The AdNews end of year Perspectives, looking back at 2025 and forward to next year.

Magdalina Triantafyllidis, chief client partner, Leo Australia

As 2025 draws to a close, it’s time to retire one of the year’s most overused terms: Quiet quitting. For all the talk, inside our creative agencies we’ve seen a different story unfold - not one of retreat but of remarkable quiet resilience.

Economic uncertainty and market volatility has strained agency budgets, leading to more cautious agency planning. From paused briefs to project delays, 2025 has been challenging. How could teams bring their best creatively, and motivate partners and Clients, when the ground moved beneath them?

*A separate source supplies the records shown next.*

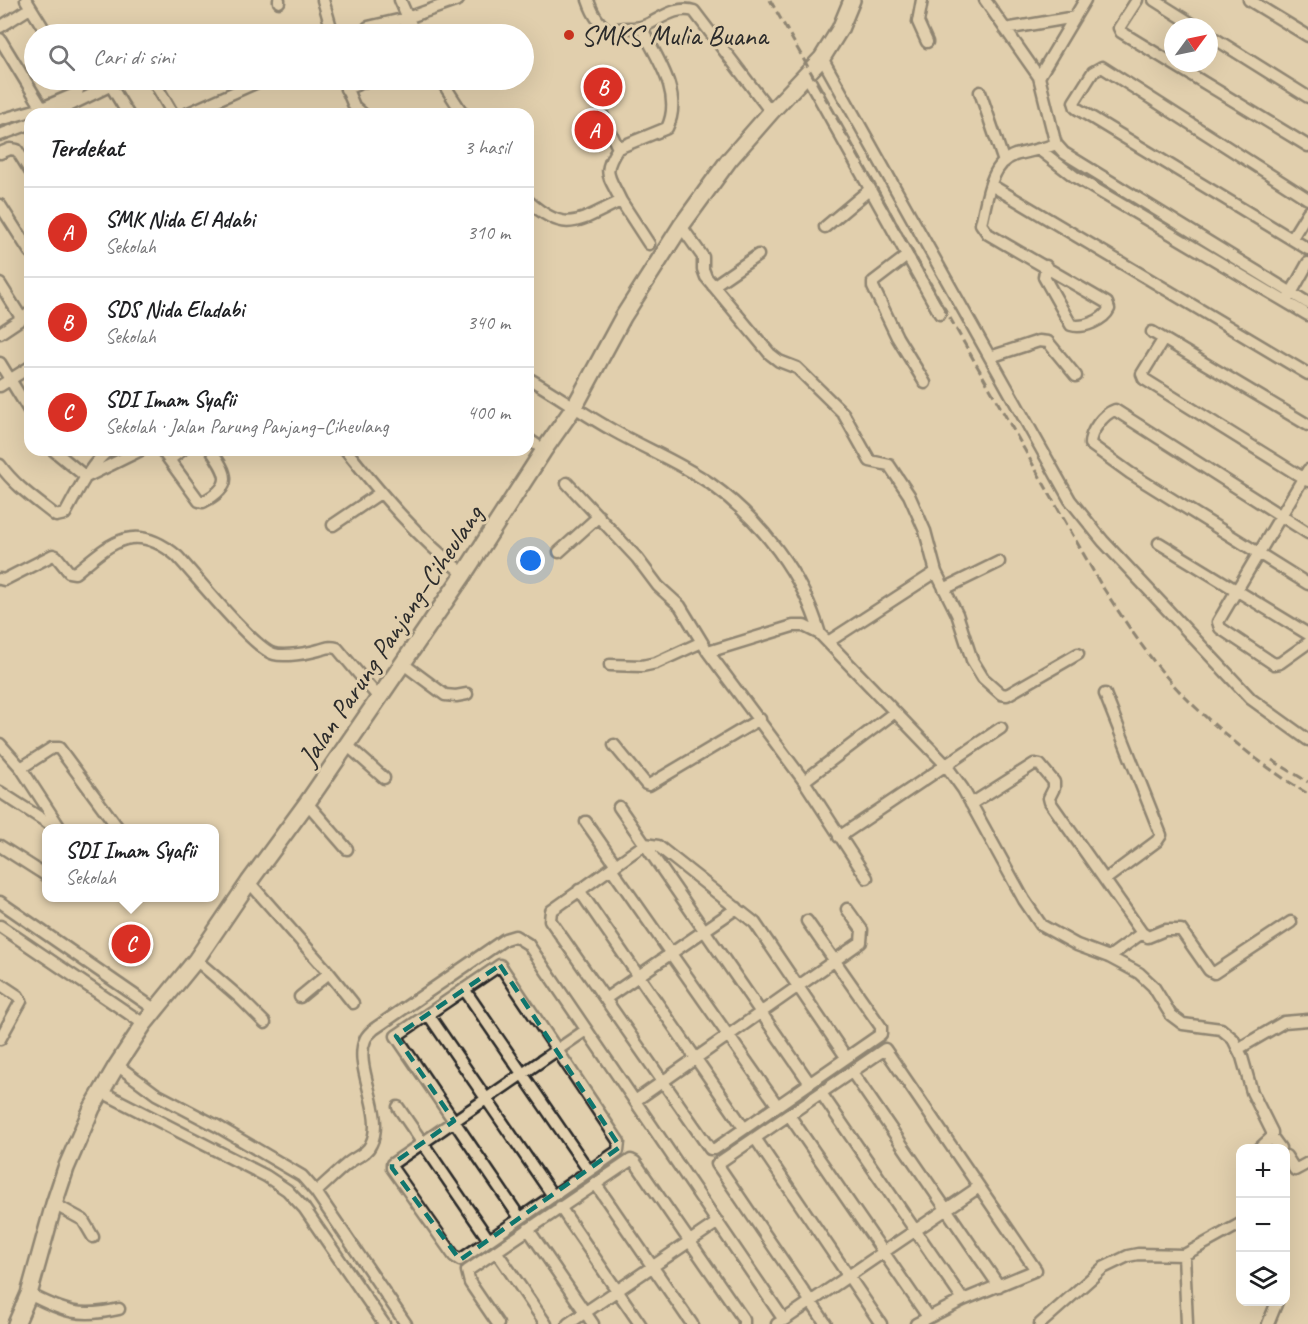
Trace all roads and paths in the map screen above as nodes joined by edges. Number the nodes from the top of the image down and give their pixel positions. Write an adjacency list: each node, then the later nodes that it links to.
1 (323, 0): 19 (street)
2 (400, 0): 16 (street)
3 (458, 0): 16 (street)
4 (588, 0): 23 (street)
5 (669, 0): 14 (street)
6 (852, 0): 29 (street, Jalan Parung Panjang–Ciheulang)
7 (922, 0): 28 (street)
8 (985, 0): 24 (street)
9 (1085, 0): 15 (street)
10 (1137, 0): 57 (street)
11 (1154, 0): 17 (street)
12 (1249, 0): 25 (street)
13 (28, 4): 18 (street); 22 (street)
14 (675, 11): 23 (street); 51 (street)
15 (1075, 16): 24 (street); 31 (street)
16 (407, 18): 20 (street); 21 (street)
17 (1183, 18)
18 (41, 24)
19 (330, 24)
20 (381, 24)
21 (410, 24)
22 (0, 27)
23 (641, 27): 58 (street)
24 (1005, 29): 31 (street)
25 (1308, 36)
26 (0, 39): 32 (street)
27 (1218, 40): 42 (street)
28 (927, 42)
29 (822, 58): 30 (street, Jalan Parung Panjang–Ciheulang); 91 (street)
30 (806, 74): 51 (street, Jalan Parung Panjang–Ciheulang); 64 (street)
31 (1039, 77): 56 (street)
32 (24, 78)
33 (31, 90): 43 (street)
34 (78, 90): 43 (street)
35 (103, 90): 44 (street)
36 (113, 90): 45 (street)
37 (159, 90): 46 (street)
38 (240, 90): 47 (street)
39 (347, 90): 48 (street)
40 (447, 90): 49 (street)
41 (980, 92): 62 (street)
42 (1308, 97)
43 (42, 108)
44 (65, 108)
45 (124, 108)
46 (169, 108)
47 (199, 108)
48 (356, 108)
49 (459, 108)
50 (601, 112): 58 (street)
51 (771, 112): 70 (street, Jalan Parung Panjang–Ciheulang)
52 (24, 113): 53 (street)
53 (0, 120)
54 (24, 126): 55 (street)
55 (0, 135)
56 (1056, 144): 59 (street); 82 (street)
57 (1308, 146)
58 (618, 148): 66 (street)
59 (1040, 150): 62 (street); 82 (street)
60 (0, 153): 61 (street)
61 (24, 161)
62 (1004, 162): 63 (street)
63 (991, 185): 79 (street); 94 (street)
64 (869, 190): 71 (street); 77 (street)
65 (1308, 199): 72 (street)
66 (621, 201): 68 (street); 74 (street)
67 (0, 205): 73 (street)
68 (534, 205)
69 (1308, 212): 72 (street)
70 (681, 226): 81 (street); 101 (street, Jalan Parung Panjang–Ciheulang)
71 (825, 227)
72 (1292, 238): 75 (street)
73 (24, 243)
74 (649, 244)
75 (1308, 249)
76 (758, 255): 81 (street)
77 (906, 256): 85 (street); 98 (street)
78 (1308, 263): 82 (street)
79 (1046, 266): 79 (street)
80 (0, 284): 84 (street)
81 (713, 286): 128 (street)
82 (1288, 297): 83 (street); 86 (street)
83 (1308, 303)
84 (24, 314)
85 (940, 314)
86 (1308, 315)
87 (24, 317): 89 (street)
88 (1152, 332): 90 (street)
89 (0, 333)
90 (1163, 340): 102 (street); 116 (street)
91 (990, 357): 95 (street); 148 (street)
92 (0, 363): 96 (street)
93 (24, 371): 96 (street)
94 (1308, 374)
95 (1077, 376)
96 (11, 379): 99 (street); 100 (street)
97 (534, 382): 101 (street)
98 (925, 383)
99 (0, 386)
100 (24, 402)
101 (575, 406): 104 (street, Jalan Parung Panjang–Ciheulang); 135 (street)
102 (1306, 420)
103 (534, 443): 104 (street)
104 (544, 450): 129 (street, Jalan Parung Panjang–Ciheulang)
105 (60, 456): 117 (street)
106 (101, 456): 117 (street)
107 (106, 456): 115 (street)
108 (129, 456): 115 (street)
109 (166, 456): 113 (street)
110 (174, 456): 113 (street)
111 (215, 456): 113 (street)
112 (351, 456): 119 (street)
113 (169, 460)
114 (0, 465): 117 (street)
115 (110, 465): 117 (street)
116 (1306, 476): 121 (street)
117 (86, 477)
118 (567, 483): 120 (street)
119 (380, 493): 122 (street); 129 (street)
120 (599, 516): 125 (street); 136 (street)
121 (1280, 516): 123 (street); 126 (street); 126 (street)
122 (333, 525)
123 (1308, 533)
124 (1159, 543): 133 (street)
125 (559, 552)
126 (1258, 553): 131 (street); 133 (street)
127 (999, 562): 132 (street)
128 (936, 572): 132 (street); 135 (street)
129 (464, 574): 140 (street, Jalan Parung Panjang–Ciheulang)
130 (0, 579): 144 (street)
131 (1308, 584)
132 (944, 589): 139 (street)
133 (1236, 589): 134 (street); 137 (street)
134 (1308, 634)
135 (824, 638): 138 (street); 145 (street)
136 (702, 642): 138 (street); 141 (street)
137 (1308, 643)
138 (708, 652): 146 (street)
139 (1078, 654)
140 (402, 663): 142 (street); 144 (street, Jalan Parung Panjang–Ciheulang)
141 (610, 665)
142 (466, 694)
143 (1105, 694): 171 (street)
144 (379, 698): 150 (street, Jalan Parung Panjang–Ciheulang)
145 (895, 712): 152 (street); 155 (street)
146 (760, 719): 151 (street); 155 (street)
147 (1001, 728): 152 (street)
148 (1308, 740)
149 (0, 745): 153 (street)
150 (346, 745): 154 (street); 157 (street, Jalan Parung Panjang–Ciheulang)
151 (614, 745)
152 (945, 764): 158 (street); 164 (street)
153 (21, 768): 162 (street); 163 (street)
154 (384, 778)
155 (804, 781): 164 (street)
156 (0, 792): 161 (street)
157 (307, 802): 167 (street); 172 (street, Jalan Parung Panjang–Ciheulang)
158 (971, 804): 171 (street); 183 (street)
159 (619, 807): 165 (street)
160 (586, 822): 168 (street)
161 (52, 824)
162 (56, 824)
163 (115, 824)
164 (839, 837): 170 (street)
165 (645, 844): 168 (street); 175 (street); 180 (street)
166 (0, 846): 169 (street)
167 (346, 849)
168 (613, 866): 173 (street); 182 (street)
169 (42, 873)
170 (867, 878)
171 (1106, 879): 181 (street)
172 (249, 882): 184 (street, Jalan Parung Panjang–Ciheulang); 186 (street)
173 (579, 890): 187 (street); 192 (street)
174 (0, 902): 194 (street)
175 (737, 908): 180 (street); 189 (street)
176 (847, 909): 185 (street)
177 (807, 921): 185 (street)
178 (1291, 922): 181 (street)
179 (0, 926): 199 (street)
180 (704, 930): 182 (street); 195 (street)
181 (1142, 933): 183 (street)
182 (671, 953): 187 (street); 201 (street)
183 (1109, 957): 203 (street)
184 (196, 960): 194 (street, Jalan Parung Panjang–Ciheulang); 198 (street)
185 (834, 961): 189 (street); 205 (street)
186 (330, 973): 191 (street); 193 (street)
187 (638, 976): 192 (street); 206 (street)
188 (0, 984): 202 (street)
189 (798, 987): 195 (street); 205 (street)
190 (464, 989): 196 (street); 204 (street); 209 (street)
191 (300, 997)
192 (605, 999): 210 (street)
193 (353, 1003)
194 (156, 1010): 199 (street, Jalan Parung Panjang–Ciheulang)
195 (761, 1012): 201 (street); 211 (street)
196 (428, 1014): 214 (street); 219 (street)
197 (1308, 1020): 203 (street)
198 (265, 1023)
199 (144, 1024): 207 (street, Jalan Parung Panjang–Ciheulang)
200 (586, 1030): 204 (street); 215 (street); 231 (street)
201 (728, 1036): 206 (street); 216 (street)
202 (0, 1039)
203 (1238, 1049): 221 (street)
204 (558, 1050): 209 (street); 228 (street)
205 (846, 1057): 211 (street)
206 (696, 1058): 210 (street); 220 (street)
207 (117, 1065): 212 (street, Jalan Parung Panjang–Ciheulang); 231 (street)
208 (852, 1072): 213 (street); 230 (street); 235 (street)
209 (522, 1074): 214 (street); 228 (street)
210 (662, 1082): 215 (street); 220 (street)
211 (809, 1082): 216 (street)
212 (102, 1092): 233 (street, Jalan Parung Panjang–Ciheulang); 260 (street)
213 (821, 1093): 218 (street); 240 (street)
214 (487, 1099): 219 (street); 232 (street)
215 (635, 1101): 237 (street)
216 (777, 1105): 220 (street)
217 (398, 1107): 223 (street)
218 (789, 1115): 222 (street); 245 (street)
219 (454, 1121): 223 (street); 236 (street)
220 (744, 1128)
221 (1272, 1137): 224 (street); 225 (street)
222 (755, 1138): 248 (street); 253 (street)
223 (422, 1143): 242 (street); 242 (street)
224 (1265, 1144)
225 (1277, 1144)
226 (1290, 1162): 227 (street)
227 (1308, 1163)
228 (589, 1171): 232 (street)
229 (595, 1183): 234 (street); 243 (street); 247 (street)
230 (979, 1186): 235 (street); 249 (street)
231 (316, 1192): 261 (street)
232 (553, 1196): 236 (street)
233 (54, 1204): 241 (street); 251 (street, Jalan Parung Panjang–Ciheulang)
234 (560, 1207): 239 (street); 250 (street)
235 (946, 1209): 240 (street); 249 (street)
236 (520, 1218): 242 (street)
237 (718, 1222): 243 (street); 258 (street)
238 (1236, 1227): 246 (street)
239 (528, 1229): 244 (street); 256 (street)
240 (915, 1230): 245 (street); 252 (street)
241 (93, 1237)
242 (489, 1240)
243 (690, 1241): 247 (street); 268 (street)
244 (496, 1251): 262 (street); 263 (street)
245 (883, 1252): 248 (street); 257 (street)
246 (1184, 1255): 272 (street); 273 (street)
247 (652, 1266): 250 (street); 267 (street)
248 (848, 1276): 253 (street); 270 (street)
249 (999, 1286): 252 (street)
250 (617, 1290): 256 (street); 266 (street)
251 (29, 1294): 255 (street); 259 (street, Jalan Parung Panjang–Ciheulang)
252 (963, 1300): 257 (street)
253 (810, 1301): 258 (street); 269 (street)
254 (1275, 1306): 274 (street)
255 (119, 1309)
256 (585, 1312): 264 (street); 265 (street)
257 (928, 1317): 271 (street)
258 (780, 1322)
259 (16, 1324)
260 (384, 1324)
261 (406, 1324)
262 (498, 1324)
263 (546, 1324)
264 (568, 1324)
265 (593, 1324)
266 (640, 1324)
267 (692, 1324)
268 (744, 1324)
269 (826, 1324)
270 (881, 1324)
271 (916, 1324)
272 (1040, 1324)
273 (1187, 1324)
274 (1268, 1324)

Though far from fading, agency culture found its footing - and grew stronger for it. We turned pressures into prompts for reassessing workload, focusing on collaboration and collective purpose. Survival turned into stamina, and stamina into strength.

Endurance over Escape, and creativity under pressure

The early 2020s were marked by whiplash - hybrid upheaval, dwindling budgets and an uncertainty that seemed endless. Then, more recently, came the long and boring conversation of just how many days a week working from home actually worked. In 2025, something clicked. There was a cultural shift - we stopped merely surviving and started mastering endurance.

The last five years were the training runs, while 2025 marked the starting gun.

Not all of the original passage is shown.